• **WHAT IS REQUIRED**
The data that follows is to be given again, exactly as written.

[Collected data]
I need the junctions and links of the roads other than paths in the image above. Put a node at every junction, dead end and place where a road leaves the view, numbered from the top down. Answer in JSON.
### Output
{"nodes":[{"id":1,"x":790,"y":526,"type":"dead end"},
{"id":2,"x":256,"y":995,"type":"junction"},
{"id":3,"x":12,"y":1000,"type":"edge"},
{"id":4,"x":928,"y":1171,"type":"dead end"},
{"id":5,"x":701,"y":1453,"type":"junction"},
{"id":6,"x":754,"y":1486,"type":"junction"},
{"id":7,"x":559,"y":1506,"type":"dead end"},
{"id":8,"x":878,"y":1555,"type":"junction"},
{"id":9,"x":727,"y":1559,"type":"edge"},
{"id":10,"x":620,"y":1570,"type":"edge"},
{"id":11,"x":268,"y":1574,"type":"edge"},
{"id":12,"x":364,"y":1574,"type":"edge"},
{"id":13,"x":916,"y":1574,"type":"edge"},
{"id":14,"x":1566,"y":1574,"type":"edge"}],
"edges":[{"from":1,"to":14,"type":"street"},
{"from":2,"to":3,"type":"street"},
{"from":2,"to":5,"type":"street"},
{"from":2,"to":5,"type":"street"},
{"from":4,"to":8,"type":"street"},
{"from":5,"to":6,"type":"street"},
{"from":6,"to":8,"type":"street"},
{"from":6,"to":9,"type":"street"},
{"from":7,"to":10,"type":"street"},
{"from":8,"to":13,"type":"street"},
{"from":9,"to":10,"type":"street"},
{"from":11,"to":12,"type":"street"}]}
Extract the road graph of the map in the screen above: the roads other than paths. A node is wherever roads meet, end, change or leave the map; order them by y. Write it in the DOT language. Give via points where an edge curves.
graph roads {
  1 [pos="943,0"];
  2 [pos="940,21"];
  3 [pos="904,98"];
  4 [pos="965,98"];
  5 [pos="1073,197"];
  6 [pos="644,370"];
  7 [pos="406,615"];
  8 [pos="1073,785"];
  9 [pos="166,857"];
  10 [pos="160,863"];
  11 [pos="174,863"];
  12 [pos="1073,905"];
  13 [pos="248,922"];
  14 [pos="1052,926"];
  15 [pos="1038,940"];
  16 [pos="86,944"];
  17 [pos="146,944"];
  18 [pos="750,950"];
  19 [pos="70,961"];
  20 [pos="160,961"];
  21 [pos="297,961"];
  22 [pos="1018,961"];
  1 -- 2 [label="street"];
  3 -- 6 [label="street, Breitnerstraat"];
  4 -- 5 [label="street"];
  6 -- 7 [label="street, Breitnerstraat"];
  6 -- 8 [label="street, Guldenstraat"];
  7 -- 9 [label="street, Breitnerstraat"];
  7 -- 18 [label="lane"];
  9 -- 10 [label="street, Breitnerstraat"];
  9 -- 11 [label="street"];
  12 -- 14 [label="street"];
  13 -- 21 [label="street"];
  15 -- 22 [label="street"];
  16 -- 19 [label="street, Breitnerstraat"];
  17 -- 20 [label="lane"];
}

• **SOLUTION**
I need the junctions and links of the roads other than paths in the image above. Put a node at every junction, dead end and place where a road leaves the view, numbered from the top down. Answer in JSON.
### Output
{"nodes":[{"id":1,"x":790,"y":526,"type":"dead end"},
{"id":2,"x":256,"y":995,"type":"junction"},
{"id":3,"x":12,"y":1000,"type":"edge"},
{"id":4,"x":928,"y":1171,"type":"dead end"},
{"id":5,"x":701,"y":1453,"type":"junction"},
{"id":6,"x":754,"y":1486,"type":"junction"},
{"id":7,"x":559,"y":1506,"type":"dead end"},
{"id":8,"x":878,"y":1555,"type":"junction"},
{"id":9,"x":727,"y":1559,"type":"edge"},
{"id":10,"x":620,"y":1570,"type":"edge"},
{"id":11,"x":268,"y":1574,"type":"edge"},
{"id":12,"x":364,"y":1574,"type":"edge"},
{"id":13,"x":916,"y":1574,"type":"edge"},
{"id":14,"x":1566,"y":1574,"type":"edge"}],
"edges":[{"from":1,"to":14,"type":"street"},
{"from":2,"to":3,"type":"street"},
{"from":2,"to":5,"type":"street"},
{"from":2,"to":5,"type":"street"},
{"from":4,"to":8,"type":"street"},
{"from":5,"to":6,"type":"street"},
{"from":6,"to":8,"type":"street"},
{"from":6,"to":9,"type":"street"},
{"from":7,"to":10,"type":"street"},
{"from":8,"to":13,"type":"street"},
{"from":9,"to":10,"type":"street"},
{"from":11,"to":12,"type":"street"}]}
Extract the road graph of the map in the screen above: the roads other than paths. A node is wherever roads meet, end, change or leave the map; order them by y. Write it in the DOT language. Give via points where an edge curves.
graph roads {
  1 [pos="943,0"];
  2 [pos="940,21"];
  3 [pos="904,98"];
  4 [pos="965,98"];
  5 [pos="1073,197"];
  6 [pos="644,370"];
  7 [pos="406,615"];
  8 [pos="1073,785"];
  9 [pos="166,857"];
  10 [pos="160,863"];
  11 [pos="174,863"];
  12 [pos="1073,905"];
  13 [pos="248,922"];
  14 [pos="1052,926"];
  15 [pos="1038,940"];
  16 [pos="86,944"];
  17 [pos="146,944"];
  18 [pos="750,950"];
  19 [pos="70,961"];
  20 [pos="160,961"];
  21 [pos="297,961"];
  22 [pos="1018,961"];
  1 -- 2 [label="street"];
  3 -- 6 [label="street, Breitnerstraat"];
  4 -- 5 [label="street"];
  6 -- 7 [label="street, Breitnerstraat"];
  6 -- 8 [label="street, Guldenstraat"];
  7 -- 9 [label="street, Breitnerstraat"];
  7 -- 18 [label="lane"];
  9 -- 10 [label="street, Breitnerstraat"];
  9 -- 11 [label="street"];
  12 -- 14 [label="street"];
  13 -- 21 [label="street"];
  15 -- 22 [label="street"];
  16 -- 19 [label="street, Breitnerstraat"];
  17 -- 20 [label="lane"];
}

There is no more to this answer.